Pesanan Boeing ini diperkirakan akan menjadi salah satu pembahasan dari kesepakatan dagang yang dianggap saling menguntungkan baik bagi Trump maupun Presiden China Xi Jinping, sebagai puncak dari negosiasi panjang yang kerap alot. Para pemimpin kedua negara sempat hampir mencapai pengumuman serupa pada 2023, namun saat itu Presiden Joe Biden dan Xi meninggalkan KTT San Francisco tanpa menandatangani penjualan pesawat.
Situasi bagi Boeing semakin rumit karena kekosongan kepemimpinan di China. Alvin Liu, eksekutif puncak Boeing di China yang fasih berbahasa Mandarin dan memiliki jaringan luas dengan pemerintah, meninggalkan perusahaan beberapa pekan lalu. Carol Shen ditunjuk sebagai presiden sementara Boeing China, menurut sumber yang mengetahui hal ini.
Boeing menolak berkomentar terkait potensi kesepakatan maupun perubahan manajemen.
Pesanan pesawat untuk Boeing telah menjadi bagian penting diplomasi AS sejak Trump kembali ke Gedung Putih pada Januari. Negara-negara kerap mengumumkan kesepakatan baru, tentative, maupun yang sudah ada untuk pembelian pesawat dengan harga yang setara gedung pencakar langit guna mempersempit defisit perdagangan dengan AS.
AS dan China telah menggelar beberapa putaran perundingan sejak meredakan perang tarif yang sempat melonjak hingga 145%, namun belum mencapai kesepakatan dagang final. Pada awal musim panas, Xi dalam sebuah panggilan telepon mengundang Trump ke China pada waktu yang belum ditentukan. Salah satu peluang pertemuan adalah akhir Oktober, menjelang KTT Kerja Sama Ekonomi Asia-Pasifik di Korea Selatan.
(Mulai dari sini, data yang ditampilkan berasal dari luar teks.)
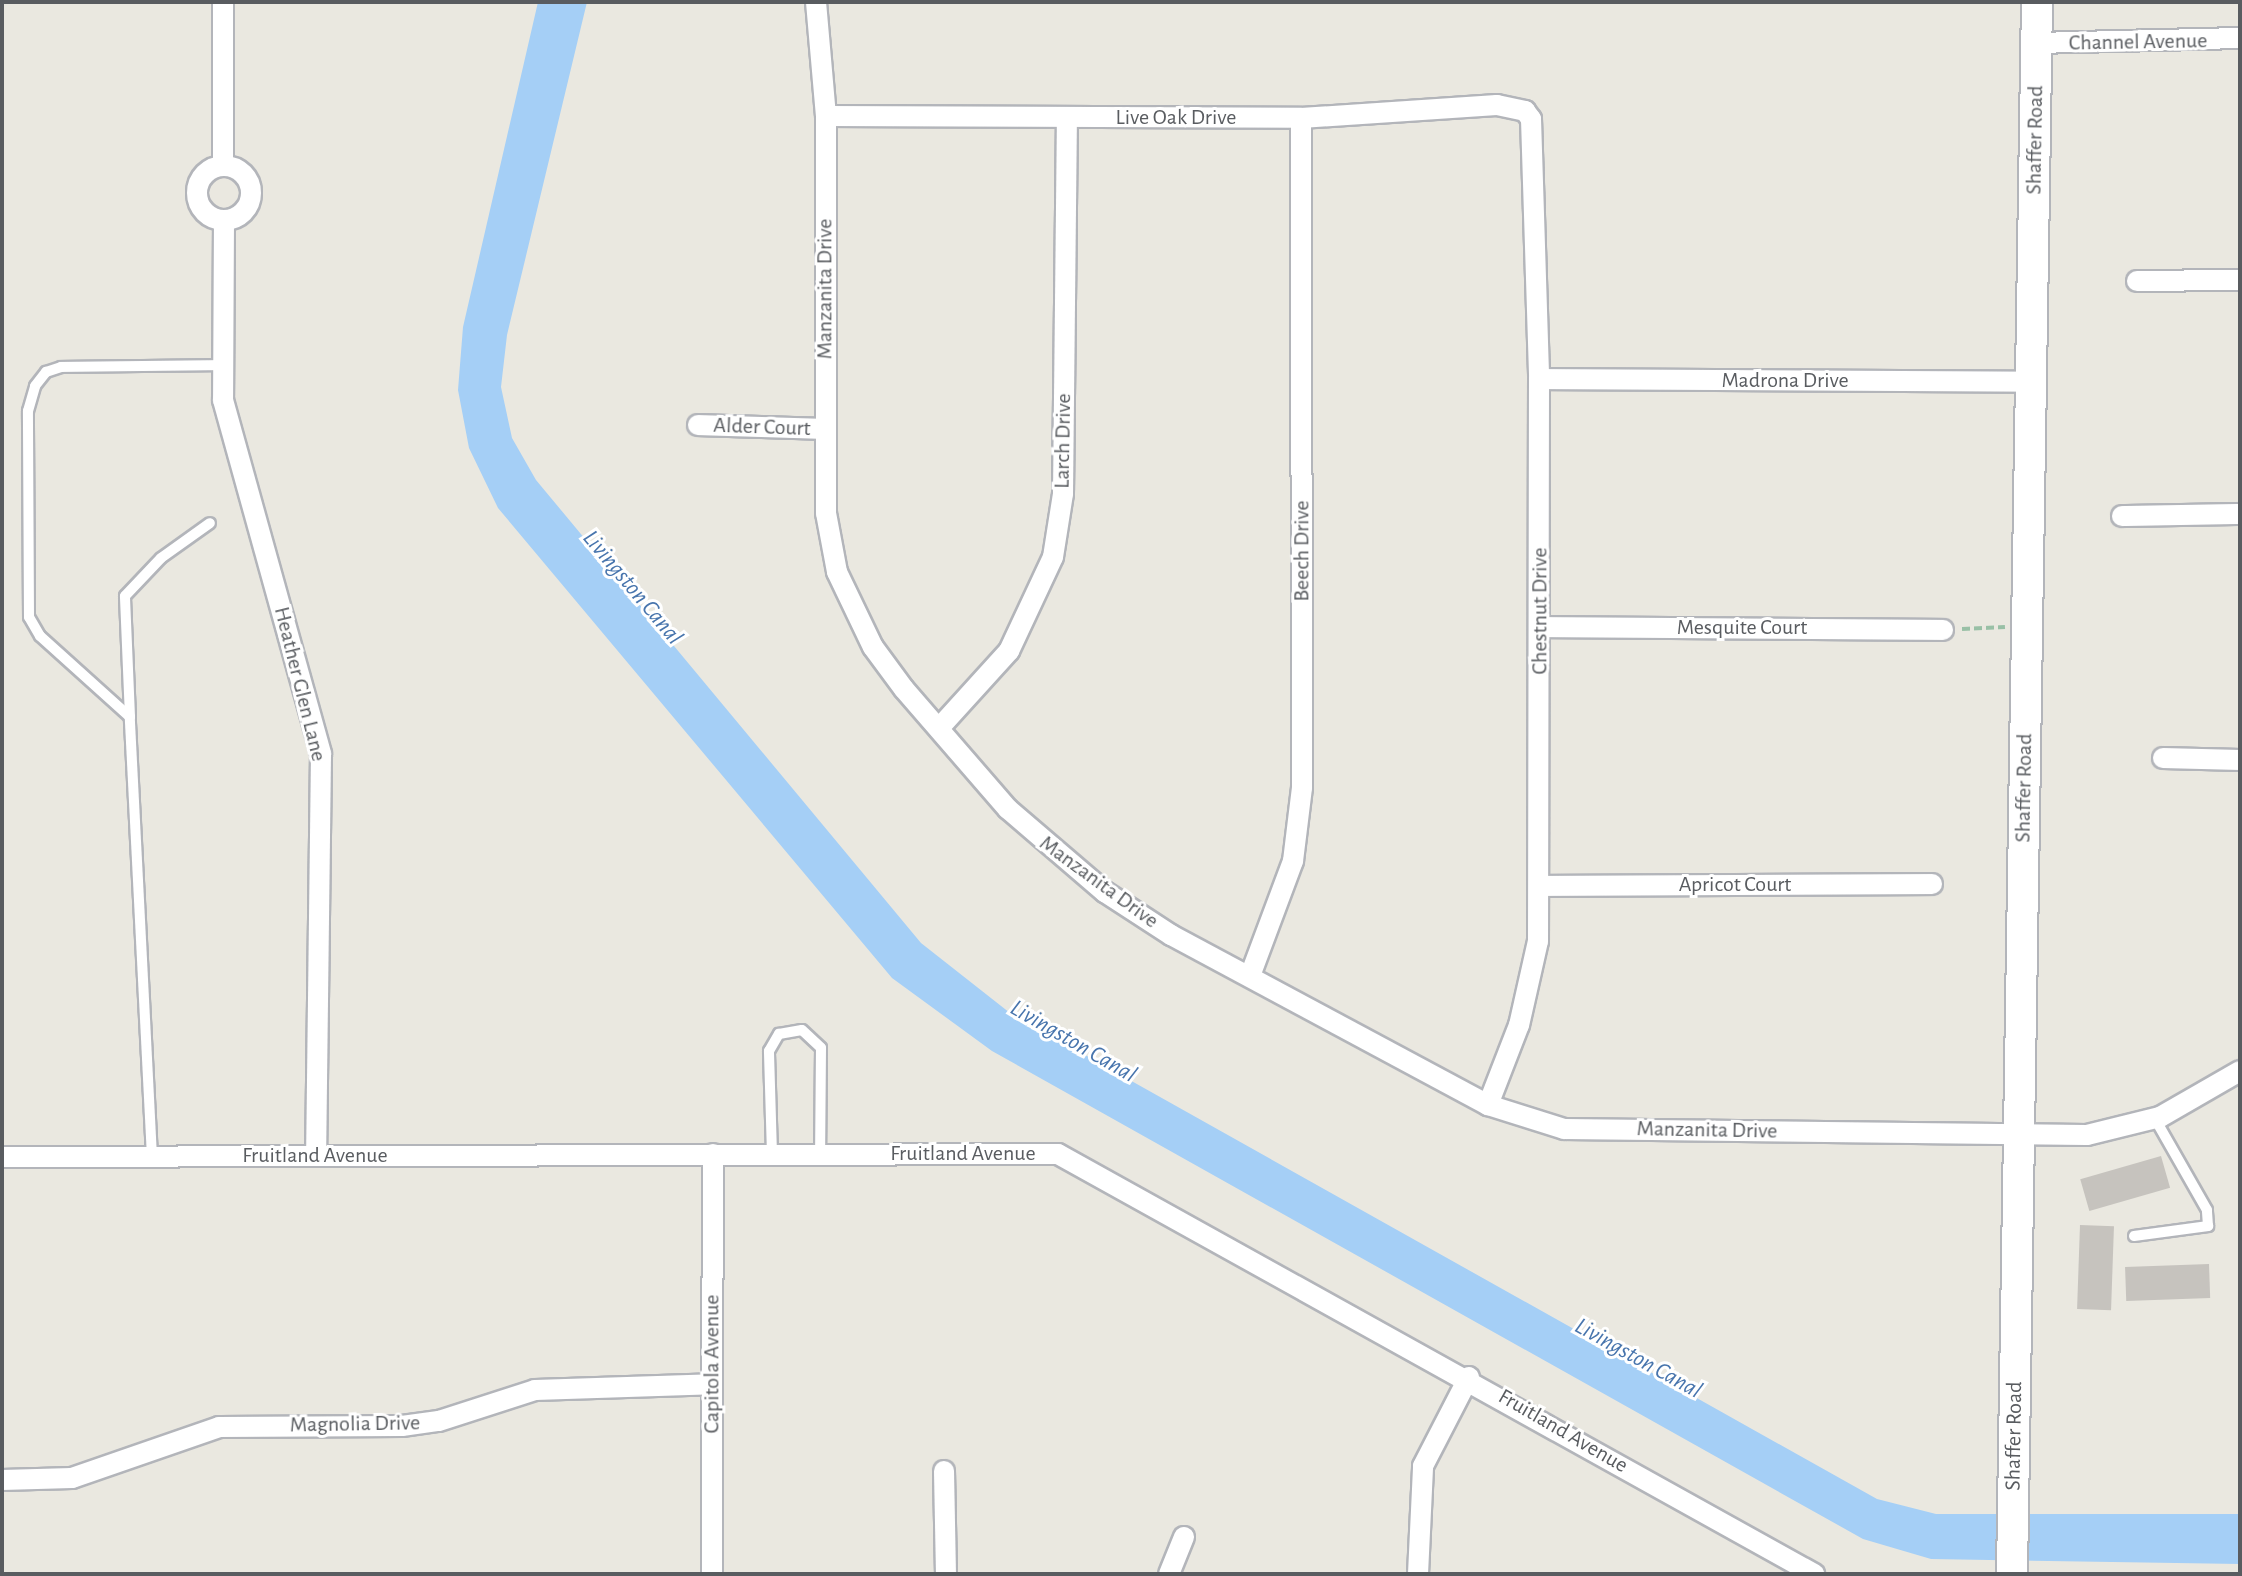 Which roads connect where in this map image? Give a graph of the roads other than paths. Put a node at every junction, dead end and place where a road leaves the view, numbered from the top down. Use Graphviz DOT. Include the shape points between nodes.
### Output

Bagi China, kesepakatan ini akan mengamankan slot pengiriman pesawat yang sulit didapat baik di Boeing maupun Airbus, yang sudah hampir penuh hingga 2030-an. Pasar penerbangan komersial terbesar kedua dunia ini diperkirakan lebih dari dua kali lipat armadanya menjadi 9.755 pesawat dalam 20 tahun ke depan, menurut perkiraan Boeing, jauh lebih banyak dibanding kapasitas produksi Comac, pembuat pesawat lokal China.
Badan perencanaan ekonomi tertinggi China, National Development and Reform Commission, baru-baru ini meminta masukan dari maskapai China terkait jumlah pesawat yang mereka butuhkan, kata salah satu sumber. Diskusi berfokus pada seri 737 Max, jet lorong tunggal populer Boeing, sebagai tanda bahwa Beijing sedang menyiapkan dasar untuk pesanan besar.
Kesepakatan terakhir Boeing dengan China diumumkan pada November 2017, saat kunjungan kenegaraan pertama Trump ke China. Saat itu, kesepakatan mencakup pesanan dan komitmen untuk 300 pesawat lorong tunggal dan lorong ganda senilai US$37 miliar (Rp 599,77 triliun dengan asumsi US$1 sama dengan Rp16.210).
Tahun berikutnya, pengiriman Boeing ke China mencapai puncaknya. Sementara itu, Airbus mendominasi penjualan dan pengiriman ke China sejak 2019, ketika regulator negara itu menjadi yang pertama menghentikan operasi 737 Max setelah dua kecelakaan fatal.
Sejak awal 2019, Boeing hanya mencatat 30 pesanan dari maskapai dan perusahaan leasing China, menurut situs perusahaan. Dalam wawancara dengan Bloomberg pada Januari, CEO Kelly Ortberg optimistis bahwa pembicaraan panjang dengan Beijing akhirnya akan membuahkan hasil.
“Kami tentu berharap ada peluang tambahan untuk beberapa pesanan lagi dalam setahun ke depan dengan China,” ujarnya.